The points made here are implied in the discussion on the Disparities – High Income subpage of the Lending Disparities page of the way that relative differences in adverse lending outcomes tend to be larger among higher-income groups than lower-income groups, while relative racial differences in favorable lending outcomes tend to be larger among lower-income groups than higher-income groups. That is, such patterns could be recast in terms that (a) having higher income decreases adverse lending outcome rates more for whites than blacks, while increasing favorable outcome rates more for blacks than whites; or (2) being white reduces adverse outcome rates more for higher-income groups than lower-income groups, while increasing favorable outcome rates more for lower-income groups than higher-income groups.
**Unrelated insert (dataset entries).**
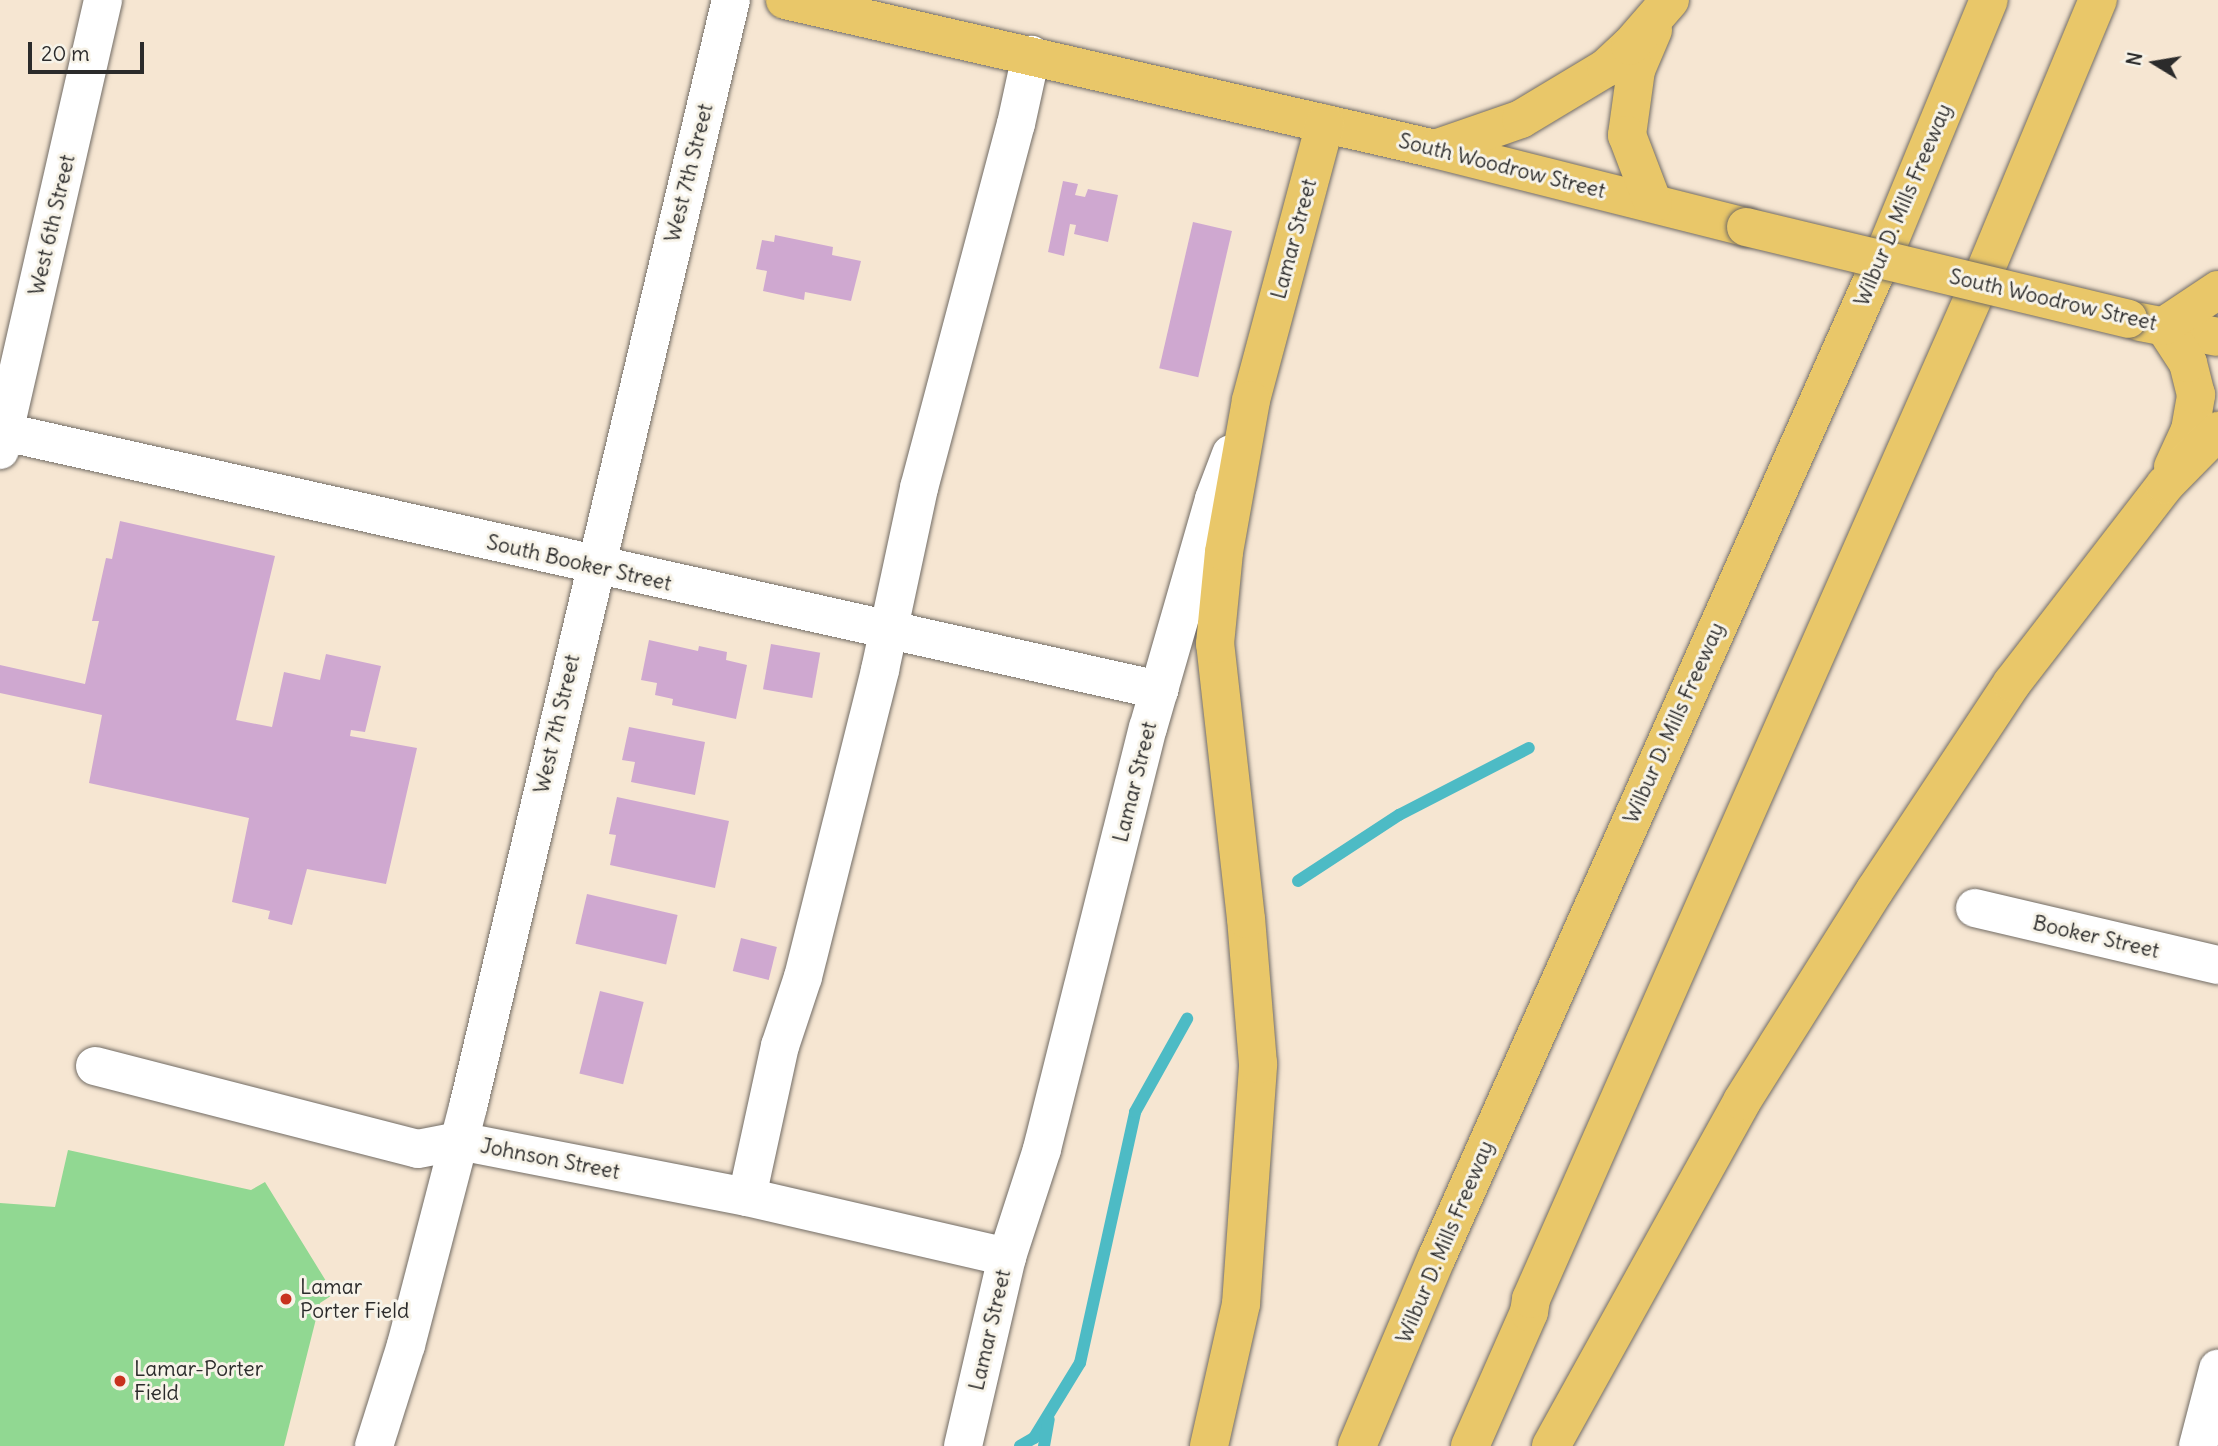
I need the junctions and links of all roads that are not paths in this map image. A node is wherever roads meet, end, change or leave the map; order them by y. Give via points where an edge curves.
1 (103, 0) edge
2 (731, 0) edge
3 (785, 0) edge
4 (1989, 0) edge
5 (2098, 0) edge
6 (1665, 6) edge
7 (1031, 55) junction
8 (1325, 124) junction
9 (1435, 149) junction
10 (1653, 203) junction
11 (2218, 290) edge
12 (2164, 326) junction
13 (2218, 337) edge
14 (1251, 400) junction
15 (2218, 432) edge
16 (2, 438) edge
17 (2165, 485) junction
18 (594, 566) junction
19 (889, 631) junction
20 (1159, 690) junction
21 (1975, 908) dead end
22 (2218, 965) edge
23 (95, 1066) dead end
24 (459, 1141) junction
25 (747, 1197) junction
26 (1007, 1257) junction
27 (2218, 1369) edge
28 (963, 1445) edge
29 (374, 1446) edge
30 (1209, 1446) edge
31 (1357, 1446) edge
32 (1470, 1446) edge
33 (1551, 1446) edge
34 (2198, 1446) edge

1 - 16 street, West 6th Street
2 - 18 street, West 7th Street
3 - 7 main road, South Woodrow Street
4 - 31 main road, Wilbur D. Mills Freeway via 1887,247
5 - 32 main road via 1985,271
6 - 9 main road via 1606,68 1521,119
6 - 10 main road via 1636,70 1629,99 1627,135
7 - 8 main road, South Woodrow Street
7 - 19 street via 919,488
8 - 9 main road, South Woodrow Street
8 - 14 main road, Lamar Street
9 - 10 main road, South Woodrow Street
10 - 12 main road, South Woodrow Street, bridge
11 - 12 main road
12 - 13 main road, South Woodrow Street
12 - 17 main road via 2188,363 2196,395 2190,430
14 - 20 street, Lamar Street via 1214,499
14 - 30 main road via 1224,552 1215,644 1258,1064 1241,1304
15 - 17 main road
16 - 18 street, South Booker Street
17 - 33 main road via 2012,683 1875,890 1742,1101
18 - 19 street, South Booker Street
18 - 24 street, West 7th Street
19 - 20 street, South Booker Street
19 - 25 street via 803,977 780,1046
20 - 26 street, Lamar Street via 1042,1149
21 - 22 street, Booker Street
23 - 24 street, Johnson Street via 418,1149
24 - 25 street, Johnson Street
24 - 29 street, West 7th Street via 406,1345
25 - 26 street, Johnson Street
26 - 28 street, Lamar Street
27 - 34 street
Note iv of the Disparities -High Income subpage discusses a study that did find that having higher income caused a larger proportionate increase in mortgage approval rates for blacks than white (and in which the authors drew certain inferences from such pattern). But the study did not provide sufficient information to determine whether having higher income caused a larger proportionate reduction in rejection rates of whites than blacks, as commonly would occur.
I also note that, while most studies that discuss comparative effects tend to do so with respect solely to one outcome, sometimes they will do with respect to both outcomes, as in a 2011 Minneapolis Urban League study titled “Racial Disparities in Home Ownership.” In analyzing effects of location on loan denial rates, the study (at 14) noted that the increase in denial rates as a result of being in a particular location was greater for whites than for blacks. But in discussing the effects of location on home ownership (at 24), the study notes that location had a smaller effect on whites than blacks. The patterns are consistent with the above described pattern whereby a factor that affects an outcome rate will have the larger proportionate effect on the group with the lower baseline rate. That the factor has a greater effect on loan denial for whites (the group with the lower baseline denial rates than other groups) but a greater effect on home ownership for other groups (groups with lower baseline home ownership rates than whites). The study did not provide data allowing one to determine whether, in accord with the patterns described above, the effect of location on loan approval would be greater for blacks than for white (since blacks have lower approval rates) and the effect of location on absence of home ownership would be greater for whites than blacks (since whites have lower rates of failing to own a home). See also the Immunization Page, which discusses a study that examined relative differences in a favorable outcome (receipt of full immunization) and relative difference in an adverse outcome (failure to receive any immunization). General increases in immunization rates would tend to reduce the former while increasing the latter. Correspondingly, disadvantaged groups would tend to show larger proportionate increases in full immunization while advantaged groups would tend to show larger proportionate decreases in failure to receive any immunization.